*** The data ***

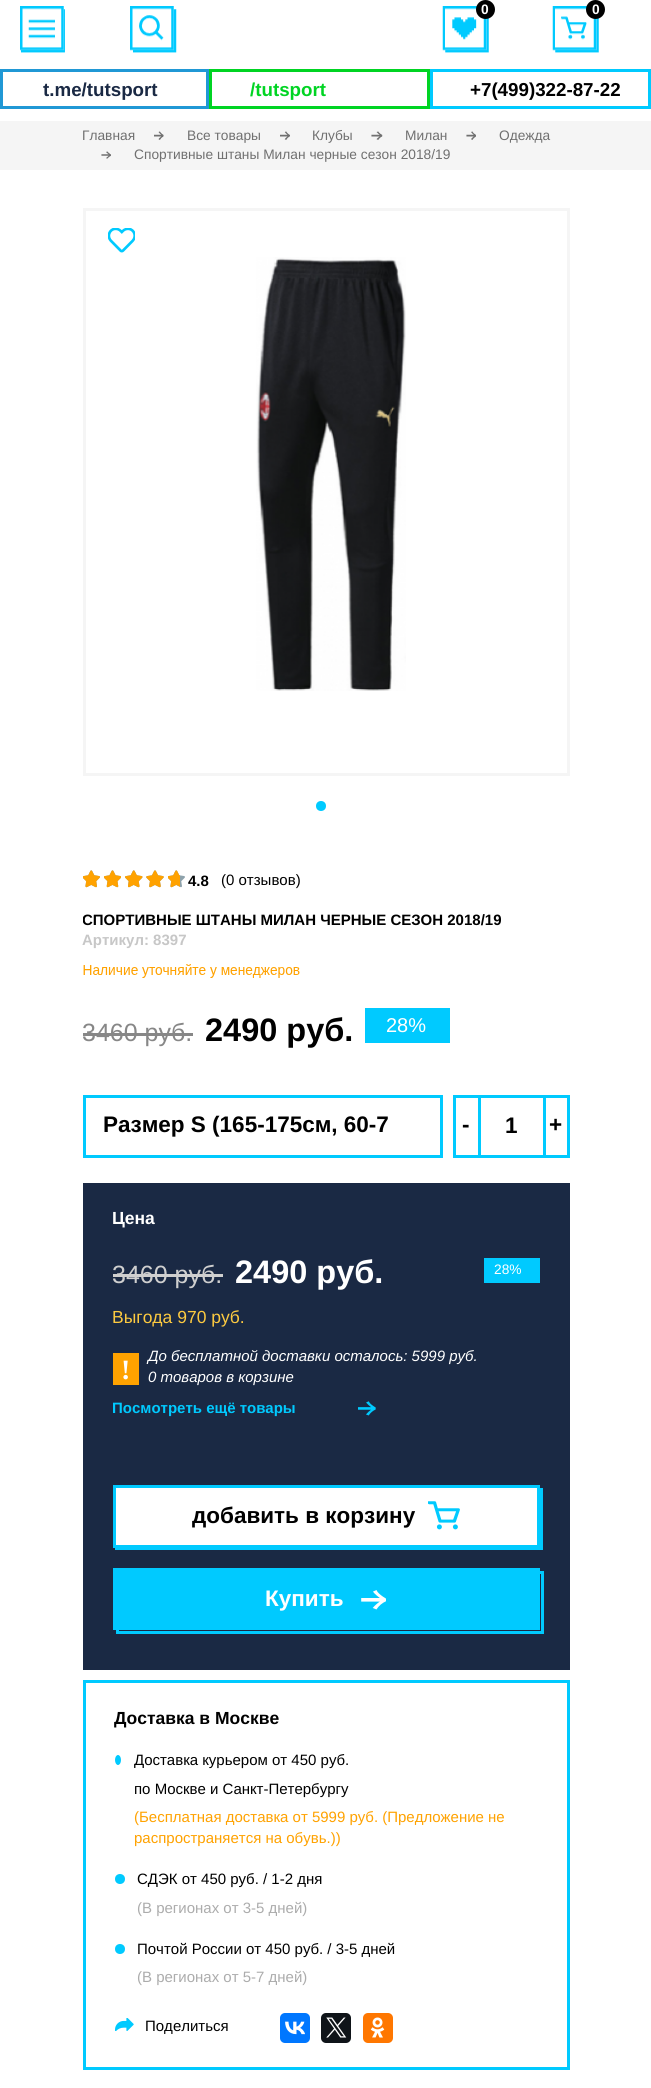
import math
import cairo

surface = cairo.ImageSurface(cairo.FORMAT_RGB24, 651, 2088)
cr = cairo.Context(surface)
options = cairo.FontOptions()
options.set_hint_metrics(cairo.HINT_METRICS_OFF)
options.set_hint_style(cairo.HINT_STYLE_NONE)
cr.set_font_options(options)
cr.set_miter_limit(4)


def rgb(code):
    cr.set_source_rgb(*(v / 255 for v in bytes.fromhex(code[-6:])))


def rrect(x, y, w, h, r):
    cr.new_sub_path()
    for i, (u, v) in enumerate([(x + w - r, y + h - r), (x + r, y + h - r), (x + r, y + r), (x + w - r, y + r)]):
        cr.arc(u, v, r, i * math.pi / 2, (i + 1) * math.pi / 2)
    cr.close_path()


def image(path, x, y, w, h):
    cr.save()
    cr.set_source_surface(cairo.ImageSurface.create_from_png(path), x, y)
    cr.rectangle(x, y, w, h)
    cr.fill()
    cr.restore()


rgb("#ffffff")
cr.paint()
image("img/1.png", 20, 6, 45, 47)
image("img/2.png", 130, 6, 47, 47)
image("img/3.png", 442, 6, 47, 47)
rgb("#000000")
cr.arc(485.5, 9.5, 9.5, 0, 2 * math.pi)
cr.fill()
image("img/4.png", 552, 6, 47, 47)
cr.arc(595.5, 9.5, 9.5, 0, 2 * math.pi)
cr.fill()
cr.rectangle(1.5, 70.5, 206, 37)
rgb("#2098d5")
cr.set_line_width(3)
cr.stroke()
cr.rectangle(210.5, 70.5, 218, 37)
rgb("#00d423")
cr.stroke()
cr.rectangle(431.5, 70.5, 218, 37)
rgb("#00caff")
cr.stroke()
rgb("#f5f5f5")
cr.rectangle(0, 121, 651, 49)
cr.fill()
image("img/5.png", 154, 131, 10, 9)
image("img/6.png", 280, 131, 10, 9)
image("img/7.png", 371, 131, 12, 9)
image("img/8.png", 466, 131, 10, 9)
image("img/9.png", 101, 151, 10, 8)
cr.rectangle(84.5, 209.5, 484, 565)
cr.stroke()
image("img/10.png", 256, 257, 150, 434)
image("img/11.png", 108, 228, 27, 25)
rgb("#00caff")
cr.arc(321, 806, 5, 0, 2 * math.pi)
cr.fill()
image("img/12.png", 83, 870, 17, 18)
image("img/13.png", 83, 870, 17, 18)
image("img/18.png", 104, 870, 17, 18)
image("img/14.png", 104, 870, 17, 18)
image("img/19.png", 125, 870, 18, 18)
image("img/15.png", 125, 870, 18, 18)
image("img/20.png", 146, 870, 18, 18)
image("img/16.png", 146, 870, 18, 18)
image("img/12.png", 168, 870, 17, 18)
image("img/17.png", 168, 870, 12, 18)
image("img/21.png", 83, 964, 217, 14)
rgb("#878787")
cr.rectangle(83, 1033, 110, 3)
cr.fill()
rgb("#00caff")
cr.rectangle(365, 1008, 85, 35)
cr.fill()
cr.rectangle(84.5, 1096.5, 357, 60)
cr.stroke()
cr.rectangle(454.5, 1096.5, 114, 60)
cr.stroke()
for x, y, w, h, color in [
    (478, 1098, 3, 57, "#00caff"),
    (543, 1098, 3, 57, "#00caff"),
    (83, 1183, 487, 487, "#1a2944"),
    (113, 1274, 110, 3, "#cfcfcf"),
    (484, 1258, 56, 25, "#00caff"),
    (113, 1353, 26, 32, "#ffa200"),
]:
    rgb(color)
    cr.rectangle(x, y, w, h)
    cr.fill()
image("img/22.png", 358, 1401, 18, 15)
rgb("#00caff")
cr.new_path()
cr.move_to(115, 1548)
cr.line_to(115, 1550)
cr.line_to(543, 1550)
cr.line_to(543, 1488)
cr.line_to(540, 1488)
cr.line_to(540, 1548)
cr.close_path()
cr.fill()
rgb("#ffffff")
cr.rectangle(114.5, 1486.5, 424, 60)
cr.fill_preserve()
rgb("#00caff")
cr.stroke()
image("img/23.png", 428, 1501, 32, 29)
cr.rectangle(113, 1568, 427, 62)
cr.fill()
image("img/24.png", 361, 1590, 25, 20)
cr.rectangle(117.5, 1572.5, 425, 60)
cr.stroke()
cr.rectangle(84.5, 1681.5, 484, 387)
cr.stroke()
cr.new_path()
cr.move_to(118, 1755)
cr.curve_to(119.5, 1755, 121, 1757, 121, 1760)
cr.curve_to(121, 1763, 119.5, 1765, 118, 1765)
cr.curve_to(116.5, 1765, 115, 1763, 115, 1760)
cr.curve_to(115, 1757, 116.5, 1755, 118, 1755)
cr.close_path()
cr.fill()
cr.arc(120, 1879, 5, 0, 2 * math.pi)
cr.fill()
cr.arc(120, 1949, 5, 0, 2 * math.pi)
cr.fill()
image("img/25.png", 115, 2018, 19, 13)
rgb("#0077ff")
rrect(280, 2013, 30, 30, 5)
cr.fill()
image("img/26.png", 285, 2021, 20, 14)
rgb("#0f1419")
rrect(321, 2013, 30, 30, 5)
cr.fill()
image("img/27.png", 326, 2017, 21, 21)
rgb("#ff7700")
rrect(363, 2013, 30, 30, 5)
cr.fill()
image("img/28.png", 370, 2017, 15, 21)
cr.select_font_face("Liberation Sans", cairo.FONT_SLANT_NORMAL, cairo.FONT_WEIGHT_BOLD)
cr.set_font_size(13.75)
rgb("#ffffff")
cr.move_to(481, 14)
cr.show_text("0")
cr.move_to(592, 14)
cr.show_text("0")
cr.set_font_size(18.75)
rgb("#1a2944")
cr.move_to(43, 96)
cr.show_text("t.me/tutsport")
rgb("#00d423")
cr.move_to(250, 96)
cr.show_text("/tutsport")
rgb("#000000")
cr.move_to(470, 96)
cr.show_text("+7(499)322-87-22")
cr.select_font_face("Liberation Sans")
cr.set_font_size(13.75)
rgb("#707070")
for x, y, s in [
    (82, 140, "Главная"),
    (187, 140, "Все товары"),
    (312, 140, "Клубы"),
    (405, 140, "Милан"),
    (499, 140, "Одежда"),
    (134, 159, "Спортивные штаны Милан черные сезон 2018/19"),
]:
    cr.move_to(x, y)
    cr.show_text(s)
cr.select_font_face("Liberation Sans", cairo.FONT_SLANT_NORMAL, cairo.FONT_WEIGHT_BOLD)
cr.set_font_size(15)
rgb("#000000")
cr.move_to(188, 886)
cr.show_text("4.8")
cr.select_font_face("Liberation Sans")
cr.move_to(221, 885)
cr.show_text("(0 отзывов)")
cr.save()
cr.rectangle(83, 869, 487, 289)
cr.clip()
cr.select_font_face("Liberation Sans", cairo.FONT_SLANT_NORMAL, cairo.FONT_WEIGHT_BOLD)
cr.move_to(82, 925)
cr.show_text("СПОРТИВНЫЕ ШТАНЫ МИЛАН ЧЕРНЫЕ СЕЗОН 2018/19")
cr.restore()
cr.select_font_face("Liberation Sans", cairo.FONT_SLANT_NORMAL, cairo.FONT_WEIGHT_BOLD)
rgb("#c7c7c7")
cr.move_to(82, 945)
cr.show_text("Артикул: 8397")
cr.select_font_face("Liberation Sans")
cr.set_font_size(25)
rgb("#878787")
cr.move_to(82, 1041)
cr.show_text("3460 руб.")
cr.select_font_face("Liberation Sans", cairo.FONT_SLANT_NORMAL, cairo.FONT_WEIGHT_BOLD)
cr.set_font_size(32.5)
rgb("#000000")
cr.move_to(205, 1041)
cr.show_text("2490 руб.")
cr.select_font_face("Liberation Sans")
cr.set_font_size(20)
rgb("#ffffff")
cr.move_to(386, 1032)
cr.show_text("28%")
cr.select_font_face("Liberation Sans", cairo.FONT_SLANT_NORMAL, cairo.FONT_WEIGHT_BOLD)
cr.set_font_size(22.5)
rgb("#000000")
for x, y, s in [
    (103, 1132, "Размер S (165-175см, 60-7"),
    (462, 1132, "-"),
    (505, 1133, "1"),
    (549, 1132, "+"),
]:
    cr.move_to(x, y)
    cr.show_text(s)
cr.set_font_size(17.5)
rgb("#ffffff")
cr.move_to(112, 1224)
cr.show_text("Цена")
cr.select_font_face("Liberation Sans")
cr.set_font_size(25)
rgb("#cfcfcf")
cr.move_to(112, 1283)
cr.show_text("3460 руб.")
cr.select_font_face("Liberation Sans", cairo.FONT_SLANT_NORMAL, cairo.FONT_WEIGHT_BOLD)
cr.set_font_size(32.5)
rgb("#ffffff")
cr.move_to(235, 1283)
cr.show_text("2490 руб.")
cr.select_font_face("Liberation Sans")
cr.set_font_size(13.75)
cr.move_to(494, 1274)
cr.show_text("28%")
cr.set_font_size(17.5)
rgb("#fdca40")
cr.move_to(112, 1323)
cr.show_text("Выгода 970 руб.")
cr.select_font_face("Liberation Serif", cairo.FONT_SLANT_NORMAL, cairo.FONT_WEIGHT_BOLD)
cr.set_font_size(28)
rgb("#ffffff")
cr.move_to(121, 1379)
cr.show_text("!")
cr.select_font_face("Liberation Sans", cairo.FONT_SLANT_ITALIC)
cr.set_font_size(15)
cr.move_to(148, 1361)
cr.show_text("До бесплатной доставки осталось: 5999 руб.")
cr.move_to(148, 1382)
cr.show_text("0 товаров в корзине")
cr.select_font_face("Liberation Sans", cairo.FONT_SLANT_NORMAL, cairo.FONT_WEIGHT_BOLD)
rgb("#00caff")
cr.move_to(112, 1413)
cr.show_text("Посмотреть ещё товары")
cr.set_font_size(22.5)
rgb("#000000")
cr.move_to(192, 1523)
cr.show_text("добавить в корзину")
rgb("#ffffff")
cr.move_to(265, 1606)
cr.show_text("Купить")
cr.set_font_size(17.5)
rgb("#000000")
cr.move_to(114, 1724)
cr.show_text("Доставка в Москве")
cr.select_font_face("Liberation Sans")
cr.set_font_size(15)
cr.move_to(134, 1765)
cr.show_text("Доставка курьером от 450 руб.")
cr.move_to(134, 1794)
cr.show_text("по Москве и Санкт-Петербургу")
rgb("#ffa200")
cr.move_to(134, 1822)
cr.show_text("(Бесплатная доставка от 5999 руб. (Предложение не")
cr.move_to(134, 1843)
cr.show_text("распространяется на обувь.))")
rgb("#000000")
cr.move_to(137, 1884)
cr.show_text("СДЭК от 450 руб. / 1-2 дня")
rgb("#acacac")
cr.move_to(137, 1913)
cr.show_text("(В регионах от 3-5 дней)")
rgb("#000000")
cr.move_to(137, 1954)
cr.show_text("Почтой России от 450 руб. / 3-5 дней")
rgb("#acacac")
cr.move_to(137, 1982)
cr.show_text("(В регионах от 5-7 дней)")
rgb("#000000")
cr.move_to(145, 2031)
cr.show_text("Поделиться")
surface.write_to_png("page.png")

***

Exercise description = Copy all lines above where "Москве" is present.

Response =
cr.show_text("Доставка в Москве")
cr.show_text("по Москве и Санкт-Петербургу")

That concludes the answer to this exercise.